Brest is very close to the Polish border, and some say it is the most western of Belarusian cities because of this proximity. I'm not sure that Minsk isn't more western, but it certainly does feel more insular, tucked away in the heart of the country. Maybe because it's so close to the outside world, Brest has a decidedly monumental flavor, as though it is trying to prove itself as truly communist and nationalist. This is the statue of "Valour," a soldier's head carved from rock, an overwhelmingly large statement about the bravery of soviet men in the face of western aggression.
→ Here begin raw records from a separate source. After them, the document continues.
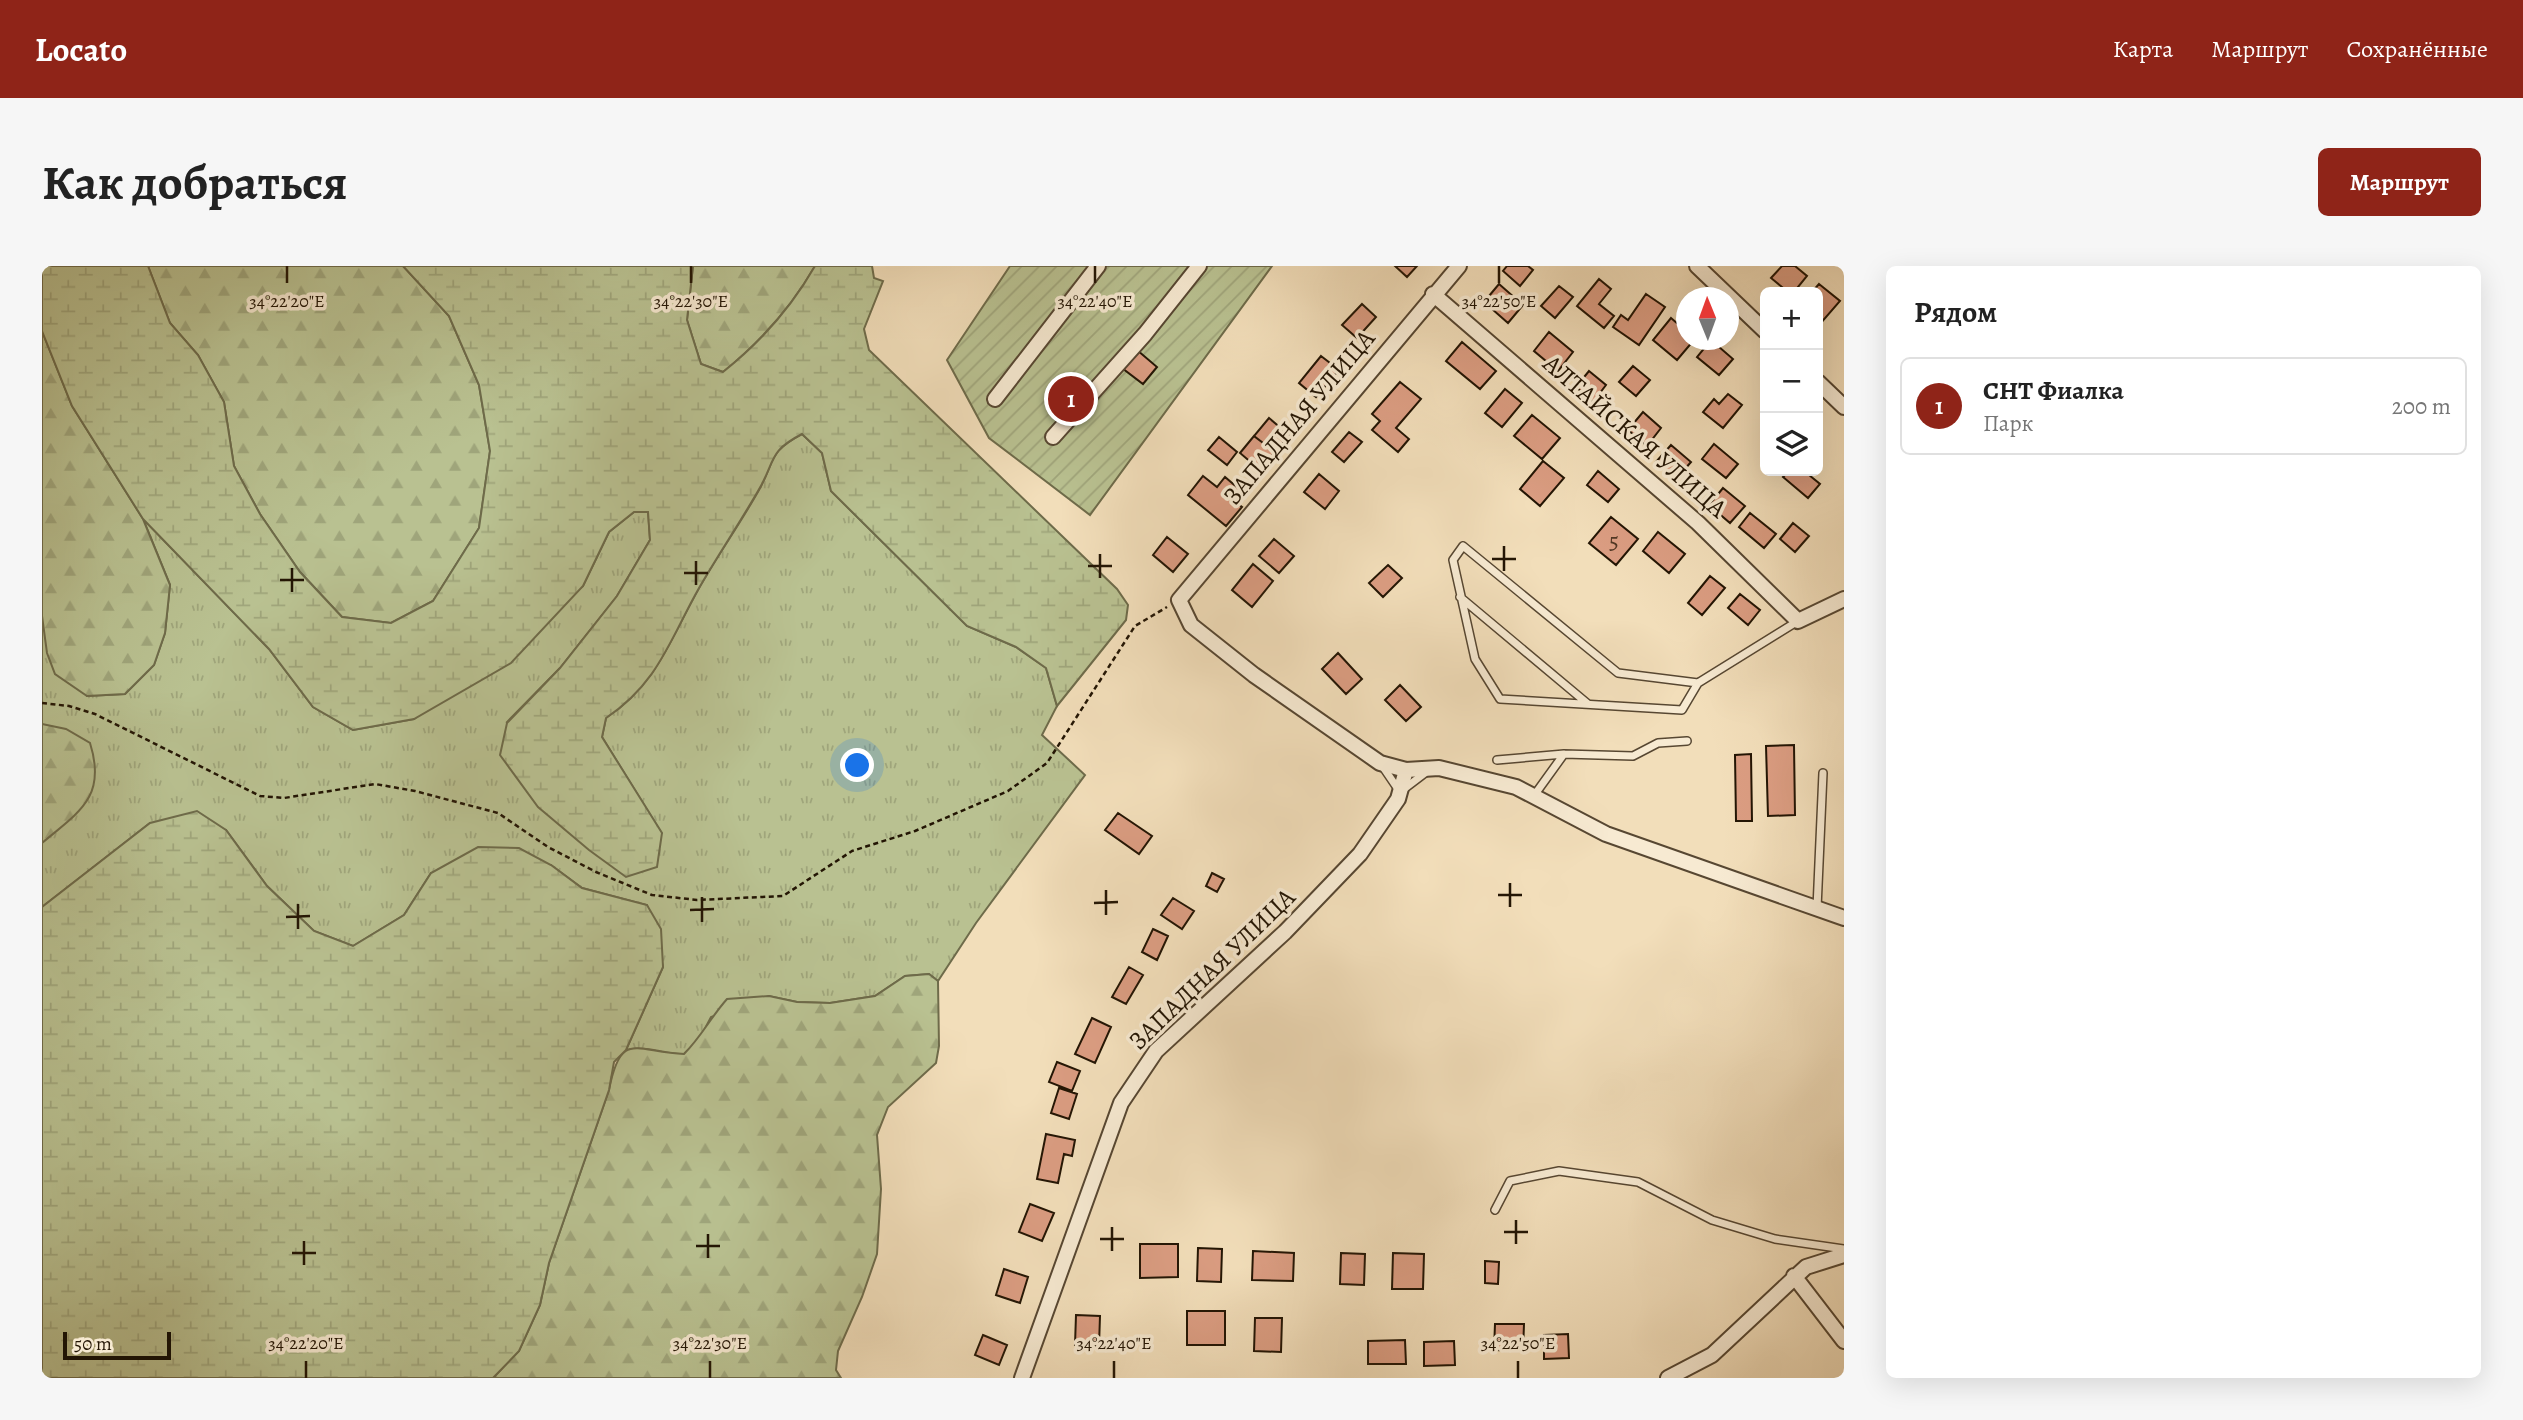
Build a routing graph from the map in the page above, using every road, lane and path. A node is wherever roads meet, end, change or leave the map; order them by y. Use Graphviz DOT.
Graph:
graph roads {
  1 [pos="1098,266"];
  2 [pos="1199,266"];
  3 [pos="1459,266"];
  4 [pos="1697,266"];
  5 [pos="1433,294"];
  6 [pos="1760,326"];
  7 [pos="1823,387"];
  8 [pos="995,399"];
  9 [pos="1844,407"];
  10 [pos="1053,437"];
  11 [pos="1459,596"];
  12 [pos="1844,599"];
  13 [pos="1179,600"];
  14 [pos="1798,621"];
  15 [pos="1698,682"];
  16 [pos="42,703"];
  17 [pos="1589,705"];
  18 [pos="1688,741"];
  19 [pos="1564,754"];
  20 [pos="1497,760"];
  21 [pos="1380,764"];
  22 [pos="1432,768"];
  23 [pos="1406,770"];
  24 [pos="1823,772"];
  25 [pos="1400,792"];
  26 [pos="1533,797"];
  27 [pos="1817,909"];
  28 [pos="1844,918"];
  29 [pos="1495,1210"];
  30 [pos="1844,1249"];
  31 [pos="1844,1255"];
  32 [pos="1794,1276"];
  33 [pos="1844,1341"];
  34 [pos="1024,1378"];
  35 [pos="1668,1378"];
  1 -- 8 [label="street"];
  2 -- 10 [label="street"];
  3 -- 5 [label="street, ЗАПАДНАЯ УЛИЦА"];
  4 -- 6 [label="street"];
  5 -- 13 [label="street, ЗАПАДНАЯ УЛИЦА"];
  5 -- 14 [label="street, АЛТАЙСКАЯ УЛИЦА"];
  7 -- 9 [label="street"];
  11 -- 15 [label="lane"];
  11 -- 17 [label="lane"];
  11 -- 17 [label="lane"];
  12 -- 14 [label="street"];
  13 -- 16 [label="path"];
  13 -- 21 [label="street"];
  14 -- 15 [label="lane"];
  15 -- 17 [label="lane"];
  18 -- 19 [label="lane"];
  19 -- 20 [label="lane"];
  19 -- 26 [label="lane"];
  21 -- 23 [label="street"];
  21 -- 25 [label="lane"];
  22 -- 23 [label="street"];
  22 -- 25 [label="lane"];
  22 -- 26 [label="street"];
  23 -- 25 [label="street, ЗАПАДНАЯ УЛИЦА"];
  24 -- 27 [label="lane"];
  25 -- 34 [label="street, ЗАПАДНАЯ УЛИЦА"];
  26 -- 27 [label="street"];
  27 -- 28 [label="street"];
  29 -- 30 [label="lane"];
  31 -- 32 [label="street"];
  32 -- 33 [label="street"];
  32 -- 35 [label="street"];
}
Brest fortress was the largest fortification in 19th century, its walls having a circumference of 30 kilometers. It was a major site in both world wars, and two regiments of Russian soldiers are famed for defending the fort for a month against an all out German attack. It is largely ruined, and it serves as a large war memorial. This is the entrance, which is unabashedly soviet.
This was the one place that we saw tourists in Belarus, but they all seemed to be either Belarusian or Russian. They come to Brest, I think, for reassurance and to experience larger-than-life reminders of the pride taken in persistence. After all, Belarus refuses to change. A lot of that has to do with the leadership and the heavy police and military influence in the county, but it also has to do with a people who chose a different path than others did, and are trying hard to make it work.
In the cold, cement-block district where we were staying, this strange thing sat beside the road. It is very Belarusian to me, because it feels like a vision from another era that overlaps with the present.
Passing through the fortress gate, soldier's songs and recordings of bombs and machine guns echo in the air. It's a haunting thing, and it is designed, I think, to create a sense of loss - a sense that everything that was once powerful and great about the soviet union has crumbled around this little country, that they are alone in the world, hemmed in by enemies who have attacked them before and old friends who have abandoned them.